Most fans of racing, including INDYCAR fans, often get the question from our non-racing friends, “why do you enjoy racing?” It’s a question that is often answered in terms of speed, of strategy, of fan access, or one of the other high points of our sport.
In 1932, a young driver named Howdy Wilcox finished runner-up in the Indianapolis 500 Mile Race. To differentiate himself from the previous, Indy 500-winning man also named Howdy Wilcox, he assumed a “II” suffix to his name). But before he could contest the 500 next year, he was disallowed from competition because it was discovered he was a diabetic. Although other drivers stormed over the ban, the Speedway stood firm, citing safety concerns, and Wilcox would never race again.
Flash forward to 2011, where a young American driver named Charlie Kimball, a confirmed diabetic, made his debut in the IZOD IndyCar Series, including qualifying for his first 500. He managed his condition from the cockpit of his racer car, including a glucose monitor and the proper nutrients. He’s managed to chase his dream of professional racing, whereas not long ago, people would have seen as a disqualifier from that same dream.
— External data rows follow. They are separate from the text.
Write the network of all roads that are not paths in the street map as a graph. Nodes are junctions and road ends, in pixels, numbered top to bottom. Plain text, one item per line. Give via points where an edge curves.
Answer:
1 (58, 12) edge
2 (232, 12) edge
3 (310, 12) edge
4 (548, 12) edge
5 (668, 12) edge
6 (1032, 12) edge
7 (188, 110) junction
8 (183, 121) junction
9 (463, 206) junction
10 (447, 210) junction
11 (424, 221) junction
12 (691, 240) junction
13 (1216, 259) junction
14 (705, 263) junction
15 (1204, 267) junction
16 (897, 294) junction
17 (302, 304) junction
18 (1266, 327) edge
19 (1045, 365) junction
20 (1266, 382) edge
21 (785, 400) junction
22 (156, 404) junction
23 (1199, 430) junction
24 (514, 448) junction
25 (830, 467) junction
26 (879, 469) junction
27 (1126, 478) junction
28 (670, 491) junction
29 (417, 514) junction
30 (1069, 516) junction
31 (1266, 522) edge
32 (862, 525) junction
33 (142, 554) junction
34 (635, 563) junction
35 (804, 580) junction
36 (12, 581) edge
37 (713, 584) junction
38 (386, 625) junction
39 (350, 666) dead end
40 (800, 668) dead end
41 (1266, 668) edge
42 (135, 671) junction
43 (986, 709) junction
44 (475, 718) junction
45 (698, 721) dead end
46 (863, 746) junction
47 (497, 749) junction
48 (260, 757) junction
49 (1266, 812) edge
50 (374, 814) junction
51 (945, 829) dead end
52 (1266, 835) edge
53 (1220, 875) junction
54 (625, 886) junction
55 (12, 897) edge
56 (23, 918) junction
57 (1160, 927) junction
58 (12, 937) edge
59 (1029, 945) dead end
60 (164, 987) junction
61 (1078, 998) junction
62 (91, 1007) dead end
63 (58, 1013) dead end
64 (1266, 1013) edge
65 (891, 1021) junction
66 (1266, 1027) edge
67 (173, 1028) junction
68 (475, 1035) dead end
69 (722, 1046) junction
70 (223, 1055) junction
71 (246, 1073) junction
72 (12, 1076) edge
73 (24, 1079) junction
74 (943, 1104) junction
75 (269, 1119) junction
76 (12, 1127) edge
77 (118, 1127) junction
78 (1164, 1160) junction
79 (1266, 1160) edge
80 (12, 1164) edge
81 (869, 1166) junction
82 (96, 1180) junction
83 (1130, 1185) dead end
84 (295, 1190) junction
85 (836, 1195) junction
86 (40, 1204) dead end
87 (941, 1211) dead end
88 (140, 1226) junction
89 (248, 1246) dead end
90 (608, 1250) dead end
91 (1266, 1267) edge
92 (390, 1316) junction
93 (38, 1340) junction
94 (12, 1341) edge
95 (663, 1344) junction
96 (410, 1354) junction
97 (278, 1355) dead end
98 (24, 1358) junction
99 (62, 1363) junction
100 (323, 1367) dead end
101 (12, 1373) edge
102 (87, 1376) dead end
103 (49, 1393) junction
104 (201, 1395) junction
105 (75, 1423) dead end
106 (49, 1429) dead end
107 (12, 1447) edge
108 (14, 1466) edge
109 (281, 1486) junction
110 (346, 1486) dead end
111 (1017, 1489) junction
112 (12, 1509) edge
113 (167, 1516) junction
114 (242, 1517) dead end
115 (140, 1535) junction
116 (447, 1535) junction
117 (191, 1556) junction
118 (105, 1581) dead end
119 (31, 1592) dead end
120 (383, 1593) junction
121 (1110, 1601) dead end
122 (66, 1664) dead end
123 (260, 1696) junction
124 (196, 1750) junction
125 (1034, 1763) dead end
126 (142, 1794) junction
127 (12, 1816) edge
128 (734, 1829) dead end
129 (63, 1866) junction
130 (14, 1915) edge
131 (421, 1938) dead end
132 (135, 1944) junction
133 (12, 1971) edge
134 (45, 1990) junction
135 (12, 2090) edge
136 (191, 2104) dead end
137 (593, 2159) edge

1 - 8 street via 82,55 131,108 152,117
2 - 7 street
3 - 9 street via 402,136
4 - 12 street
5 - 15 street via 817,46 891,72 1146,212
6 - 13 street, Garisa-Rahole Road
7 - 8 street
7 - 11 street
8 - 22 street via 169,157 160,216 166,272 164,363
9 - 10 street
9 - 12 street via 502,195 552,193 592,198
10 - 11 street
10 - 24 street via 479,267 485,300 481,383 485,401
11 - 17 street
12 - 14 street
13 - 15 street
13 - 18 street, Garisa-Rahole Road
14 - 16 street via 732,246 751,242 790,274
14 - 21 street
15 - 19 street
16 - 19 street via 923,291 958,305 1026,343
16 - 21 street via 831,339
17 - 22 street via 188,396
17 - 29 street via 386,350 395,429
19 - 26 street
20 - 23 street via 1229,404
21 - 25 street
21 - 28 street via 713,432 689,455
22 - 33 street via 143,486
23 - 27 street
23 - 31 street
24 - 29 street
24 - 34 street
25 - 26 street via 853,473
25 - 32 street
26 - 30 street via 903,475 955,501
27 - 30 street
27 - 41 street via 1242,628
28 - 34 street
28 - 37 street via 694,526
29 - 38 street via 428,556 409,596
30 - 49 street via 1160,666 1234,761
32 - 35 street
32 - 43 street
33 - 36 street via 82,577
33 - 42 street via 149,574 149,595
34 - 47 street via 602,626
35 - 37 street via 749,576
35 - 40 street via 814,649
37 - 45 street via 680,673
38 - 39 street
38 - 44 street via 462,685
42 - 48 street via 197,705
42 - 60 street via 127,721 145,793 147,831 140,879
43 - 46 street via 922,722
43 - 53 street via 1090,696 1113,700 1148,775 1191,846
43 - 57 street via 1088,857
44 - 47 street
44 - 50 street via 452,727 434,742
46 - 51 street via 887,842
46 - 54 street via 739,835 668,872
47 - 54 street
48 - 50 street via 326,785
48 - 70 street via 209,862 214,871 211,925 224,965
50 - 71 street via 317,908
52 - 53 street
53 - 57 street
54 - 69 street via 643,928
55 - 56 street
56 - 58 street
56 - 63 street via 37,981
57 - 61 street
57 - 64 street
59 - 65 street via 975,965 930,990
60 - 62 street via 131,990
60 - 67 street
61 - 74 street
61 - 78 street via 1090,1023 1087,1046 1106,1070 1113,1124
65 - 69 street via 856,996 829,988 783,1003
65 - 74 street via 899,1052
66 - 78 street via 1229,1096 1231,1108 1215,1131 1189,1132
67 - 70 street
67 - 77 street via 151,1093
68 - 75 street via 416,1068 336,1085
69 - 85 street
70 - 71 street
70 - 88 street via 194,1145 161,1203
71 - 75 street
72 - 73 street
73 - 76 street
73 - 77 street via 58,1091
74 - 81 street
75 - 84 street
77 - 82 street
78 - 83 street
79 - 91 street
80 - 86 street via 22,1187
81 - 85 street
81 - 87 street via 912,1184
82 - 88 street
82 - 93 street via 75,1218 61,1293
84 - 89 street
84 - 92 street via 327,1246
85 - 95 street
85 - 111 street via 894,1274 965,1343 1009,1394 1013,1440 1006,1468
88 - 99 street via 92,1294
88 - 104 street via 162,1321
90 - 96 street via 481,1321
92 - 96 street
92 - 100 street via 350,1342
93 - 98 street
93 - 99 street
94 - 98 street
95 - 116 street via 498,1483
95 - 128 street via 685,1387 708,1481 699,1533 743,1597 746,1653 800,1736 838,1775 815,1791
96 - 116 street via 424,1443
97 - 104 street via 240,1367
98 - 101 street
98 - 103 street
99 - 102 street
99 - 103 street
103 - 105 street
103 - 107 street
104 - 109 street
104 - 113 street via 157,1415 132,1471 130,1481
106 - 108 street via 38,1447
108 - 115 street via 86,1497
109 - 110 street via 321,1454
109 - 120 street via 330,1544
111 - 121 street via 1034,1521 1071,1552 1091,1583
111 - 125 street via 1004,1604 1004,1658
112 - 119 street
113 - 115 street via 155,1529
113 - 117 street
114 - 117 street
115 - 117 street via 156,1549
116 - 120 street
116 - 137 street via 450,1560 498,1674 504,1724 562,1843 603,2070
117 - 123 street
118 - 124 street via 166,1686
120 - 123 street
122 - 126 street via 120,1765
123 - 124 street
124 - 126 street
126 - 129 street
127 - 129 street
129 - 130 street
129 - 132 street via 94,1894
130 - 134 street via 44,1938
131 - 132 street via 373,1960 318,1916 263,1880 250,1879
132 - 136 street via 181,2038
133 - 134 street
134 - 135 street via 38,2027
Whether it’s Kimball spreading diabetes awareness or a long line of females showing there should never be a glass ceiling at a race track, INDYCAR, from the lowest rung on the ladder on up, gives us inspiration, be it to do our best, overcome challenges, or simply taking a chance that hasn’t been taken before.
When I read Michael Johnson’s story yesterday, I immediately knew it was in the same vein. Michael Johnson will join many other racers in a crowded field next year in USF2000, an early stop on the Mazda Road to Indy. Like many drivers in that series, Michael has known success before both in motorcycle racing and as a winner in Skip Barber competition. However, unlike other drivers, Michael was paralyzed after an accident at age 12.
It took years and plenty of pain to come back to racing, but come back he did, albeit still paralyzed from the mid-chest down. And now, at the age of 19, Michael will be racing for JDC Motorsports in 2012 in the USF2000 Series. His dream? To become the first paralyzed driver to qualify for the Indy 500. That’s the sort of dream, the sort of simple sentence, that grabs you, and holds on.
There’s determination, and then there’s determination. I don’t know if Michael Johnson will ever make it to the top ranks of the INDYCAR, but I do know he doesn’t have to in order to be a source of inspiration to so many who may face extreme hardships and challenges of their own.
All of the other items—Lotus vs. Chevy vs. Honda, driver signings, on-track strategy, a new chassis design—that’s just the backdrop for what INDYCAR represents. INDYCAR is the opportunity to do what you haven’t done, to challenge yourself, to learn from the bravery and example of others, and to contribute to this wild, unpredictable, running narrative that’s been going for over a hundred years now. There's a soul to INDYCAR--a bright, unconquerable, immortal, unquenchable soul--and it shines so very brightly in stories such as these.
When you talk to folks, be it over Super Bowl weekend, next week, or somewhere down the road, remember stories like Michael Johnson’s. Somewhere in the discussion of engines, new cars, and drivers, remember how far we’ve come, and what a testament INDYCAR is to the triumph of determination and spirit.